You meet people like this all the time when you travel, whose conversation is all about them, all about where they’ve been and the cool stuff they’ve done. Stories where they always end up the coolest. I know this because I do this (love the fight club reference…) and I am one of these people. I have a blog pretty much finished in my head.

The conversation then changed to money. This is a very successful guy, running business and handling literally millions, now off to set up a new business in italy. This is a guy who has it made, who loves the buzz of making and selling money, the buzz of business. I tell my usual story of how I love the buzz of work and trauma and all that. I tell him that life and death is fine (which isn’t strictly true) but I could never run my own business (which is very much true – money scares me).

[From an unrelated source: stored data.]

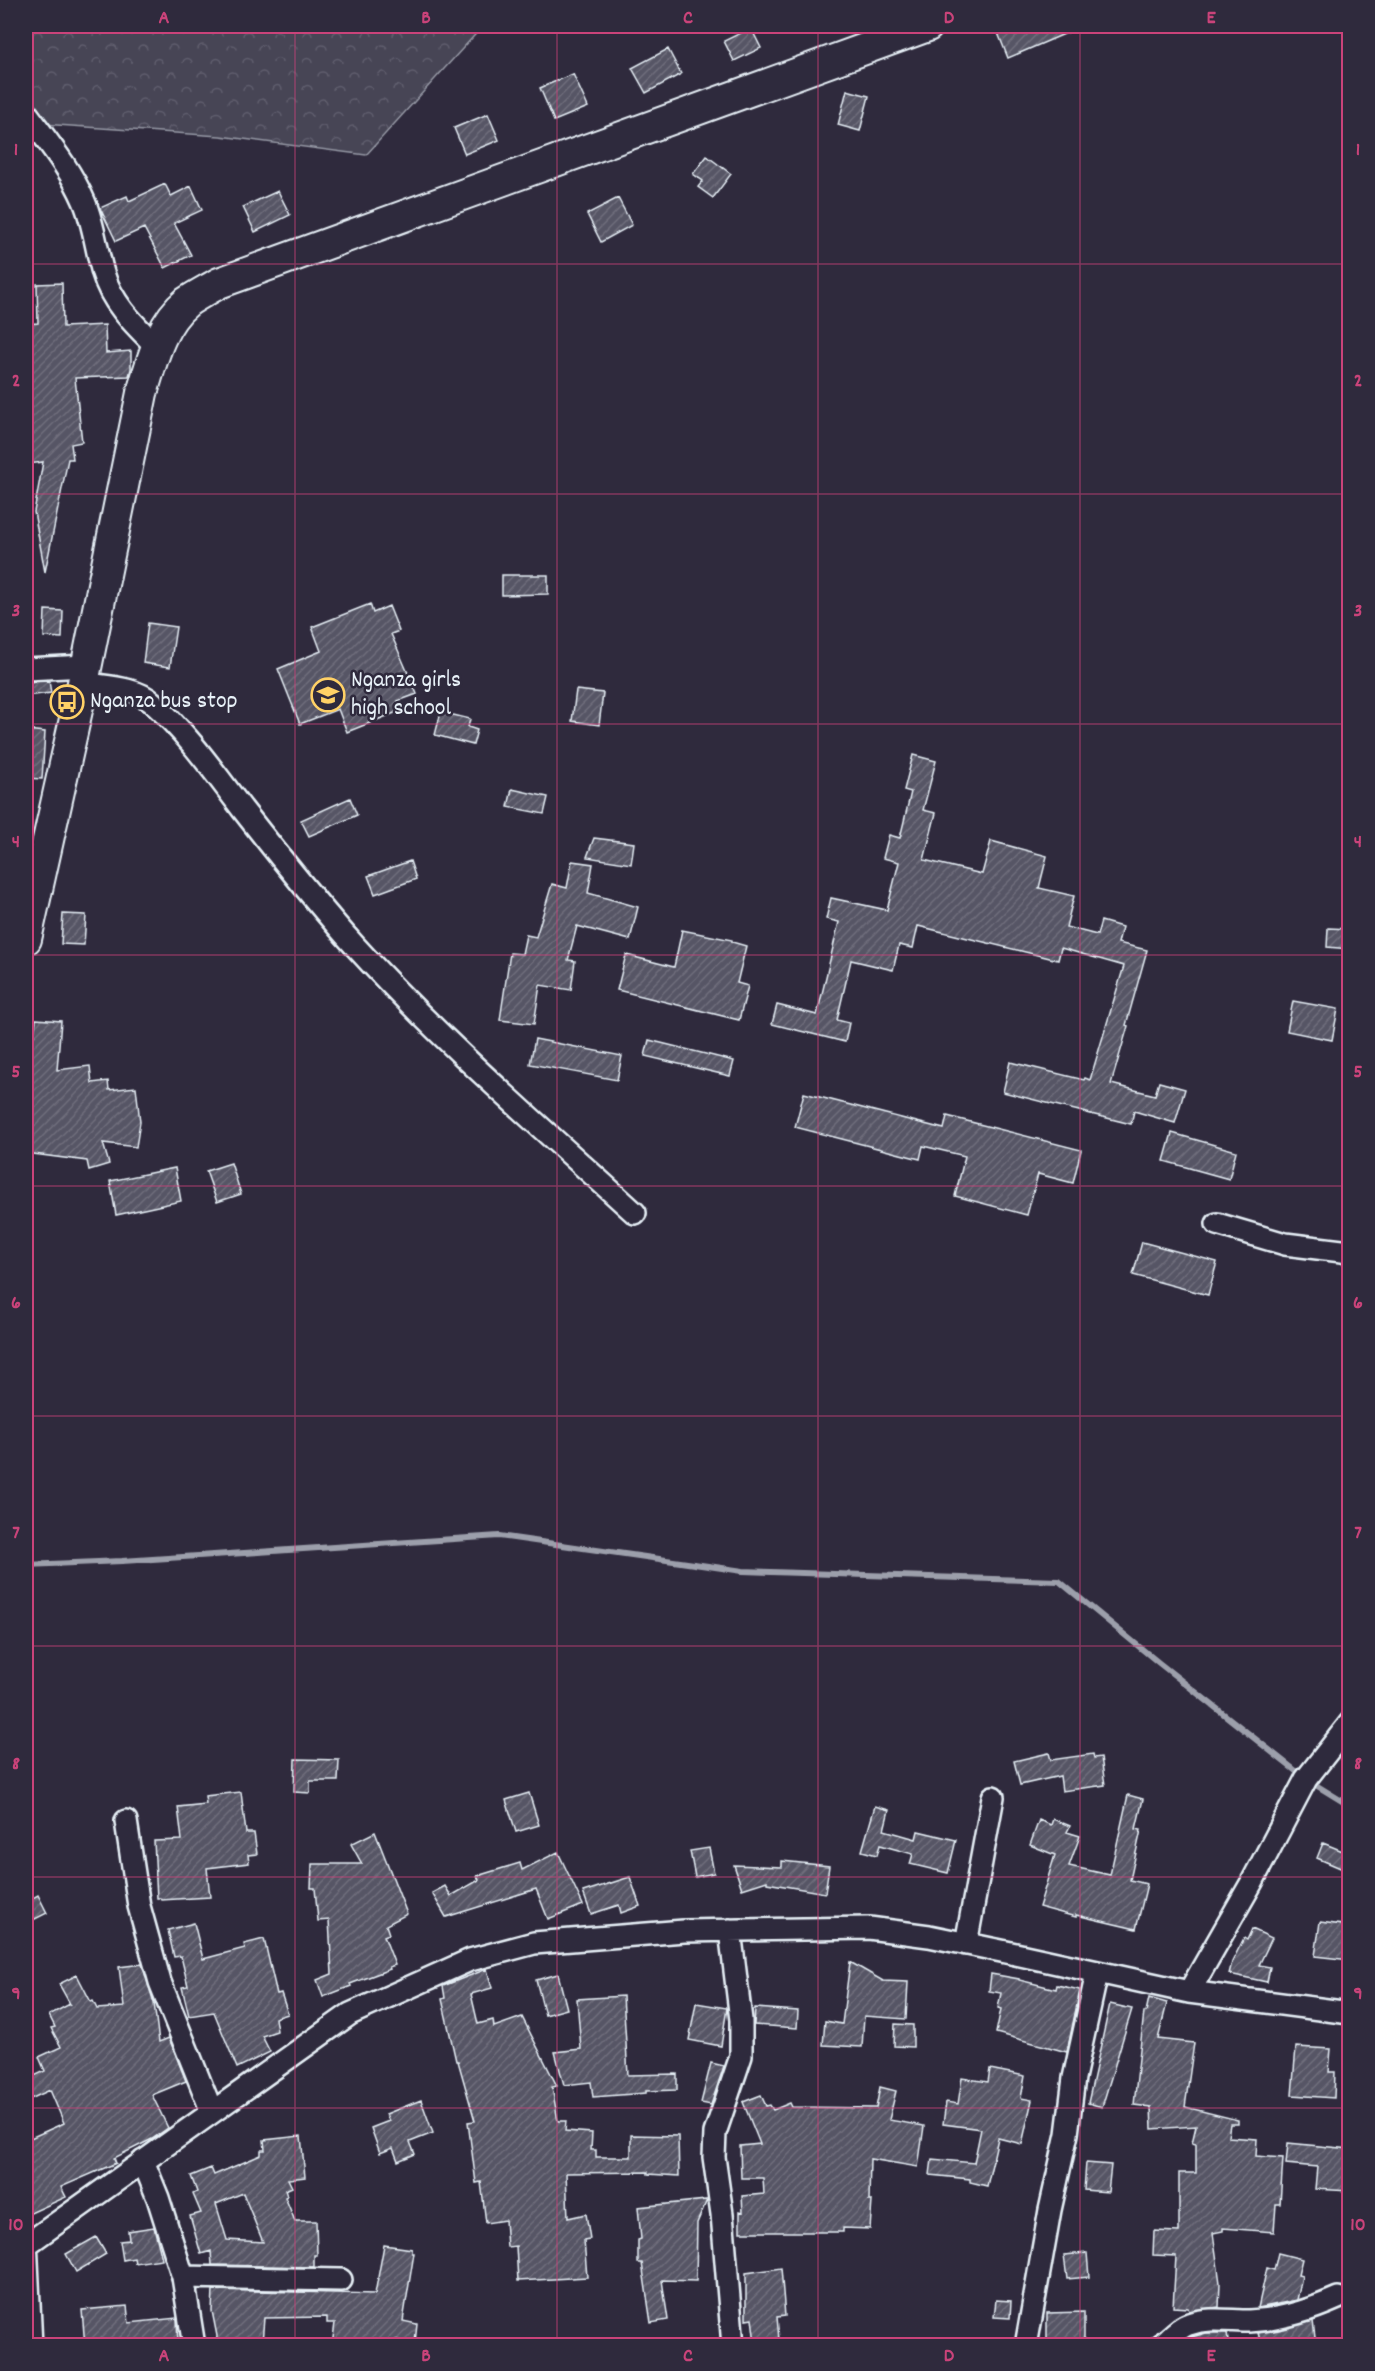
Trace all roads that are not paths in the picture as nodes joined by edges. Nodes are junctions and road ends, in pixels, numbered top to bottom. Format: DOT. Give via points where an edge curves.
graph roads {
  1 [pos="928,26"];
  2 [pos="26,112"];
  3 [pos="157,347"];
  4 [pos="26,669"];
  5 [pos="85,675"];
  6 [pos="26,939"];
  7 [pos="635,1212"];
  8 [pos="1217,1224"];
  9 [pos="1350,1252"];
  10 [pos="1350,1723"];
  11 [pos="993,1797"];
  12 [pos="126,1821"];
  13 [pos="730,1930"];
  14 [pos="966,1944"];
  15 [pos="1097,1973"];
  16 [pos="1189,1992"];
  17 [pos="1350,2013"];
  18 [pos="212,2112"];
  19 [pos="143,2161"];
  20 [pos="26,2242"];
  21 [pos="183,2277"];
  22 [pos="341,2280"];
  23 [pos="1338,2298"];
  24 [pos="31,2346"];
  25 [pos="194,2346"];
  26 [pos="733,2346"];
  27 [pos="1026,2346"];
  28 [pos="1160,2346"];
  1 -- 3 [label="main road" via="219,283 187,303 170,321"];
  2 -- 3 [label="street" via="66,164 84,201 109,290 123,313"];
  3 -- 5 [label="main road" via="142,393"];
  4 -- 5 [label="street"];
  5 -- 6 [label="main road"];
  5 -- 7 [label="street" via="150,700 187,735 356,947 455,1048"];
  8 -- 9 [label="street" via="1285,1244"];
  10 -- 16 [label="street" via="1306,1779"];
  11 -- 14 [label="street"];
  12 -- 18 [label="street" via="140,1906 160,1982"];
  13 -- 14 [label="street" via="869,1928"];
  13 -- 18 [label="street" via="534,1943 470,1960 350,2014"];
  13 -- 26 [label="street" via="741,2020 741,2056 715,2133 714,2157"];
  14 -- 15 [label="street"];
  15 -- 16 [label="street"];
  15 -- 27 [label="street"];
  16 -- 17 [label="street"];
  18 -- 19 [label="street"];
  19 -- 20 [label="street"];
  19 -- 21 [label="street" via="159,2198"];
  20 -- 24 [label="street"];
  21 -- 22 [label="street"];
  21 -- 25 [label="street"];
  23 -- 28 [label="street" via="1278,2317 1250,2321 1211,2319 1188,2324"];
}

He then tells me (people tell me stuff, I know not why, if nothing else maybe i’m good at listening) about relationships and christianity and drifting, and all of a sudden i’m not making a cynical blog about someone I think I know, i’m talking of bible verses and prayer.

Random situations that you end up in. Not that they’re in any way random. An encouraging start to the trip I must say.

And so things shift, it’s no longer terminal 3, heathrow, it’s 36355 ft, 3774 km from London, somewhere over the caspian sea (a great black hole in my geography) or so. Seat 41 J (darn middle seats) between howie and phil (who know no one I know) who are travelling to malaysia as part of a moto gp team. Phil makes sure all the parts are there and Howie does the mechanicing (another should be word).

But they’re not talkers, in fact they’re fast asleep, so there’s little chat. I’ve been fed – I love airplane food, all the little packets and all. Can’t beat it. And i’ve got one and a bit films in me (the sentinel – with kiefer sutherland being jack bauer if only by a different name. And a bit of king arthur – despite being terrible had lots of people being killed as a redeeming feature), the half being the half of king arthur till they turned off the entertainment system – I know not why, though I am the only passenger still awake that I can see, so maybe theyr’re trying to force me to sleep.

I can feel my ankles swelling and DVTs forming, my head hurts from the constant throb of the engines or ventilation or whatever the constant throb in jumbos is. It’s 2am by my watch (and my body) though i’ve no idea what time it is where i’m going. I arrive there at 5pm local time (whatever that is), so work it out.

I have tunes, if not then i’d be poking howie awake for a chat about twin stroke engines, and neither of us want that.